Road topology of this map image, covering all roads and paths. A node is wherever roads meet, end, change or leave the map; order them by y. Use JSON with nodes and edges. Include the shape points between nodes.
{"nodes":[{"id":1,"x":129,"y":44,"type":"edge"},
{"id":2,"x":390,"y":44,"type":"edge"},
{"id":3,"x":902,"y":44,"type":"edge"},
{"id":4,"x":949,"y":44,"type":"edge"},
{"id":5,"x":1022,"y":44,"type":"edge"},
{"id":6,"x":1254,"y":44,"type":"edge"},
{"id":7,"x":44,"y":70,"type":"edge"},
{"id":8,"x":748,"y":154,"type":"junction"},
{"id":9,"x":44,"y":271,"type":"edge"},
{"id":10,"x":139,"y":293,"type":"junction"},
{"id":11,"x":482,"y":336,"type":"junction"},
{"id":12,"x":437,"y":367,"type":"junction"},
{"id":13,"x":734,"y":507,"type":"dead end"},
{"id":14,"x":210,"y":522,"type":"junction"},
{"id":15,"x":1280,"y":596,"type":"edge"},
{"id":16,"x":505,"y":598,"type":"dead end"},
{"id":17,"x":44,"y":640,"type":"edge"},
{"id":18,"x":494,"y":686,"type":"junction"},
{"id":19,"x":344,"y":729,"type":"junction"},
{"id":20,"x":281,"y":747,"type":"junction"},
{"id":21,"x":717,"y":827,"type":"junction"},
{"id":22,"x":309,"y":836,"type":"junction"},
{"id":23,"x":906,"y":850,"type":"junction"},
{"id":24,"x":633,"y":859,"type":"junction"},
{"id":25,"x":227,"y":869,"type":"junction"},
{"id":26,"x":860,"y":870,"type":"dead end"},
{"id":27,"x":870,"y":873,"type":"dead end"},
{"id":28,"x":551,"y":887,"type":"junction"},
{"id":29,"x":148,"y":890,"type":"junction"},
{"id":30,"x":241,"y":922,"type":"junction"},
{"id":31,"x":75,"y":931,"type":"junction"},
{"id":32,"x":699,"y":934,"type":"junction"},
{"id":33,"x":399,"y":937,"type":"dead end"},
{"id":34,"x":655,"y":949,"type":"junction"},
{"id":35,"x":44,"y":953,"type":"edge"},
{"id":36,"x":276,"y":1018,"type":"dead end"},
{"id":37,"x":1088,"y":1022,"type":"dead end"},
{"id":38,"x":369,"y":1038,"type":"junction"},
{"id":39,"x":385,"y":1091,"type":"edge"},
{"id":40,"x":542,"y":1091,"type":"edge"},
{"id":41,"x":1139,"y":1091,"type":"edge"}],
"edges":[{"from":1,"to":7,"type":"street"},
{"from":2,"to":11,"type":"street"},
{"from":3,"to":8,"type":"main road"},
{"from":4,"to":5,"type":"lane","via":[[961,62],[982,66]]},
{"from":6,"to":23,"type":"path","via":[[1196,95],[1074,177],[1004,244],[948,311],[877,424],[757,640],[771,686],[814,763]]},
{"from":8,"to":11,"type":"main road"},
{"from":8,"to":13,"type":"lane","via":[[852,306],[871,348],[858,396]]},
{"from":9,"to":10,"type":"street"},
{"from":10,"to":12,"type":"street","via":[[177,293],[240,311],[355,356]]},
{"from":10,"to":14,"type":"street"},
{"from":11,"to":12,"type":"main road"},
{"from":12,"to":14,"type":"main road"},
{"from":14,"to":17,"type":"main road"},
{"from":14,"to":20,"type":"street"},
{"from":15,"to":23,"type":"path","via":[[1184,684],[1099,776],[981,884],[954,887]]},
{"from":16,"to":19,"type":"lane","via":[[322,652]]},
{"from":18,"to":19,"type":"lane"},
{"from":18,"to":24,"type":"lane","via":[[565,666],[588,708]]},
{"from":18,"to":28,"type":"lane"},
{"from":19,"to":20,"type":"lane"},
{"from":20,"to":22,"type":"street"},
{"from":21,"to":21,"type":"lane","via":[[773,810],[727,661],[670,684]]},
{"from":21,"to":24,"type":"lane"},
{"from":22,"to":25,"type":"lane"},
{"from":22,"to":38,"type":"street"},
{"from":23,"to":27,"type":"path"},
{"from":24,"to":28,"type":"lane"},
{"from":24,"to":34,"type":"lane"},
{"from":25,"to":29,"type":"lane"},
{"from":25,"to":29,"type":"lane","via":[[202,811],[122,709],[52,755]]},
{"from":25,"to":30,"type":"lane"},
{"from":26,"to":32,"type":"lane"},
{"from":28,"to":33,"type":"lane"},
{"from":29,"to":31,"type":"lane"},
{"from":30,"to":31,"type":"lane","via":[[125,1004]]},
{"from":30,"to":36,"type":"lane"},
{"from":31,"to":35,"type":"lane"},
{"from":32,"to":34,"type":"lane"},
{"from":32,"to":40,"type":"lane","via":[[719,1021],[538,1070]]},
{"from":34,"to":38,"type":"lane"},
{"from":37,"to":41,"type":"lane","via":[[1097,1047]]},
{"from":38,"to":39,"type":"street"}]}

EXERCISE REQUIREMENTS →
Using the material above, return every line that holds the string "nodes".

RESULT →
Road topology of this map image, covering all roads and paths. A node is wherever roads meet, end, change or leave the map; order them by y. Use JSON with nodes and edges. Include the shape points between nodes.
{"nodes":[{"id":1,"x":129,"y":44,"type":"edge"},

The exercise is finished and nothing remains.